The latest Australian Cyber Security Centre Threat Report[1] stats also confirm what we all know – the cybersecurity problem just keeps growing.

  • 67,500 reported cybercrimes and cyber-attacks during FY20/21 in Australia
  • This equates to one cyberattack approximately every 8 minutes
  • 13% overall increase in cyberattacks
  • 15% rise in ransomware attacks
  • 54% increase in financial losses from the attacks during FY20/21 compared to the previous period
  • Self-reported losses from cyber-crime in Australia are approximately $33 billion.

This means we need different thinking, skillsets and solutions to protect OT and ICS environments.

Why do OT and ICS need different solutions?

The IT-centric view is that all these systems are still connected to computer networks which are subject to the same protections and processes that corporate systems have. But let’s look at a couple of examples that highlight the challenges faced in OT and ICS environments.

  1. Keeping computer systems patched and up to date is often touted as a fundamental activity in keeping them secure. However, what do you do when the proprietary software that manages a series of pumps only works on an old version of Windows that is no longer supported or patched? You could have millions of dollars of industrial equipment reliant on an old Windows PC that can’t be upgraded or updated because the software hasn’t been updated to run on newer equipment.
  2. Managing and regularly changing passwords on systems is a big focus, but with ICS, the nature of the day-to-day operations mean that you either have shared logins or no login at all. If an operator needs to quickly act in a control room, the last thing you need for them is to be fumbling around trying to remember a username and password. With multiple operators across multiple shifts often doing similar things, these systems assume that once you’re in, you’re authorised to do everything.

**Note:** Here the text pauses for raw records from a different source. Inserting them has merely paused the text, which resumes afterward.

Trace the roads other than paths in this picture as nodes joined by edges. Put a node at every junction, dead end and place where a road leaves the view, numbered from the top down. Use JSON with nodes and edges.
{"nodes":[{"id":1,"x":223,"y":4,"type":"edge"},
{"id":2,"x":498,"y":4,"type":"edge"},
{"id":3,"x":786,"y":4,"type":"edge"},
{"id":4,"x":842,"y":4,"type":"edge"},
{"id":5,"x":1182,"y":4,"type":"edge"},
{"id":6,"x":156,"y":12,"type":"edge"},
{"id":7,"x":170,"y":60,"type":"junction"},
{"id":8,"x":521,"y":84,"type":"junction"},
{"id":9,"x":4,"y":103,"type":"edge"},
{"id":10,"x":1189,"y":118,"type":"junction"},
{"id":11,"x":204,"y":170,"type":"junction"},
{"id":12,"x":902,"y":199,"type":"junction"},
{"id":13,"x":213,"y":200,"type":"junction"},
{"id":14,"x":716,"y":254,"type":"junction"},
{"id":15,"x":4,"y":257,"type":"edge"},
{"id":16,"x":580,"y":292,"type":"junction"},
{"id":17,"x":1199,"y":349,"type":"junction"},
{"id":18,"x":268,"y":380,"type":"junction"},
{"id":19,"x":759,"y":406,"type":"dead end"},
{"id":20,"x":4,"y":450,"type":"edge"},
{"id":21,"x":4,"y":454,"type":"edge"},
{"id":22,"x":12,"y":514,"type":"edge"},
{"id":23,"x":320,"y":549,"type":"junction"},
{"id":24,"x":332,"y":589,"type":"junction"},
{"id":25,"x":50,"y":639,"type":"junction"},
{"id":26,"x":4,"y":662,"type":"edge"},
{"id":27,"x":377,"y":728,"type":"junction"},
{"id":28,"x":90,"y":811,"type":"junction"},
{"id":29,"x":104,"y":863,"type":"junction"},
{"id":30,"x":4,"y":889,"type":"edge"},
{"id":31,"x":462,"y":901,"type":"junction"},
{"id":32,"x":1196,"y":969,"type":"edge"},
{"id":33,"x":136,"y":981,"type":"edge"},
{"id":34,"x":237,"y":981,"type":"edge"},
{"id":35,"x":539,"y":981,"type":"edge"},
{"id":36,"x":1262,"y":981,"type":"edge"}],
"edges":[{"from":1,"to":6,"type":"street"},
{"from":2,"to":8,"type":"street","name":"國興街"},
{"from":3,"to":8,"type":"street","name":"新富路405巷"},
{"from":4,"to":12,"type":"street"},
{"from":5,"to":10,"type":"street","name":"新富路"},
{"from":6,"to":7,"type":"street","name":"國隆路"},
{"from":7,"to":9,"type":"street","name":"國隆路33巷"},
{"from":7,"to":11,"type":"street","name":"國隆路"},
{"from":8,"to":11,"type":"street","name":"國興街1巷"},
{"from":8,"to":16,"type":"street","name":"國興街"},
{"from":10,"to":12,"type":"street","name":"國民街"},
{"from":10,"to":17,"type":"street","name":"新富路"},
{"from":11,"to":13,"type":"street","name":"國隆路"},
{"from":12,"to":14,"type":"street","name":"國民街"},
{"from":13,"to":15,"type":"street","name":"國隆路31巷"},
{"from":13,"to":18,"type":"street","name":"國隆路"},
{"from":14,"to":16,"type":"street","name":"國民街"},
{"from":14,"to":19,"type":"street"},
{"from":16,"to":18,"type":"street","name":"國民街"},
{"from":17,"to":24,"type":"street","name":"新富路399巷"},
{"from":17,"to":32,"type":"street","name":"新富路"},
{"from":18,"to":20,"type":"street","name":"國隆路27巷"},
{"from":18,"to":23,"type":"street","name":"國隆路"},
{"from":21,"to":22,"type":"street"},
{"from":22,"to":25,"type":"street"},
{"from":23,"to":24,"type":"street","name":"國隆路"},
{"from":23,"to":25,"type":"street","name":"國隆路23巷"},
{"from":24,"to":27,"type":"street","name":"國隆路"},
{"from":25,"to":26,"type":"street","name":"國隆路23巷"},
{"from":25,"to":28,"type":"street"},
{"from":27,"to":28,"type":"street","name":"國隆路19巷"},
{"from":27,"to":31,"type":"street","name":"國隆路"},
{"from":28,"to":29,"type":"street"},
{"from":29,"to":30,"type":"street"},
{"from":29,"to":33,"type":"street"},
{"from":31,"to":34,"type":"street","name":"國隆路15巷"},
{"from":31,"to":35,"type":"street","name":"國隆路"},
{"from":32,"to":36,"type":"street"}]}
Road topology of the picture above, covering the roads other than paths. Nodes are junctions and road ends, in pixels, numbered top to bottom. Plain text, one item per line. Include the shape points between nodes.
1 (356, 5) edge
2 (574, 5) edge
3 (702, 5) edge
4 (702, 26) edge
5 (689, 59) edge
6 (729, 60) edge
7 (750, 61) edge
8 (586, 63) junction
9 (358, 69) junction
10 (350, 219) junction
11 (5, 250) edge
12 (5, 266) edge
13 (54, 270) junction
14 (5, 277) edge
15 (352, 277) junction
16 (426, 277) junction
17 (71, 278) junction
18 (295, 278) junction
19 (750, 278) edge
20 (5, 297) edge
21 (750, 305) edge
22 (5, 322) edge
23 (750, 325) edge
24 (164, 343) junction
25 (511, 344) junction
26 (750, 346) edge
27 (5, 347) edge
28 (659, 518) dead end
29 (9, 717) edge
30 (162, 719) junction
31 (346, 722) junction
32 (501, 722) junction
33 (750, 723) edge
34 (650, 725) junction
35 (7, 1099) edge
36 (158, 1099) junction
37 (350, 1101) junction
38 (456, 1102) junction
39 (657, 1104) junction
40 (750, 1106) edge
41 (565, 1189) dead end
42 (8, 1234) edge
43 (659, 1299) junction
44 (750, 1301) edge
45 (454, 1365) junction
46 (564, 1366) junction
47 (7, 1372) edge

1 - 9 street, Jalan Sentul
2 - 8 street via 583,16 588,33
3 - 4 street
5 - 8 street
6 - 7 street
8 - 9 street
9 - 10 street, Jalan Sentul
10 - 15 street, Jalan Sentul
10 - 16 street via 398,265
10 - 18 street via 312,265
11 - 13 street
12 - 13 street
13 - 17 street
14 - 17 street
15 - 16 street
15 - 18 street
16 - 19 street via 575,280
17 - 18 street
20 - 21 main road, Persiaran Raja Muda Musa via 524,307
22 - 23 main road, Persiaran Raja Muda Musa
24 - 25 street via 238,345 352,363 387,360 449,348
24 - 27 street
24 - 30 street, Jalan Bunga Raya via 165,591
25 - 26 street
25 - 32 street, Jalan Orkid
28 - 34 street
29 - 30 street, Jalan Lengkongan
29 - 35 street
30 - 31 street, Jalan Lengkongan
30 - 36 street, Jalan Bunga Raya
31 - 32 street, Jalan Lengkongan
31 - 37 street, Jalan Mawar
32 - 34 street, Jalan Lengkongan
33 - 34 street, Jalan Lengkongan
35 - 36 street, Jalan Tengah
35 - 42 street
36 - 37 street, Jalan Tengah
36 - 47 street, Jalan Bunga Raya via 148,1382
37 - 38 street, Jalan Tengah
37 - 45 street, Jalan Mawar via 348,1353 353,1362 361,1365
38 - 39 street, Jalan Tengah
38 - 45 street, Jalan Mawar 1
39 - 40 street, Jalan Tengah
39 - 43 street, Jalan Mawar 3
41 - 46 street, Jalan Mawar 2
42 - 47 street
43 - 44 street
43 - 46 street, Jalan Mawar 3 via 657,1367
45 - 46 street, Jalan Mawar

These are just 2 simple examples of how the different operating environments of OT and ICS make traditional cybersecurity approaches less effective, but the cybersecurity priorities in these environments are also different.

The classic CIA triad that guides policies for information security covers Confidentiality, Integrity and Availability, but it prioritises confidentiality and integrity first and foremost. Personal data breaches are a huge problem and for most cybersecurity vendors that’s how their solutions are aligned and sold.

For OT and ICS though, availability is the clear priority, not confidentiality and integrity. You need your industrial equipment operational whereas the data you’re collecting off sensors, pumps, systems etc is hardly confidential. While this seems like a subtle shift, it does have an impact on the solutions you choose.

How should companies approach OT and ICS security?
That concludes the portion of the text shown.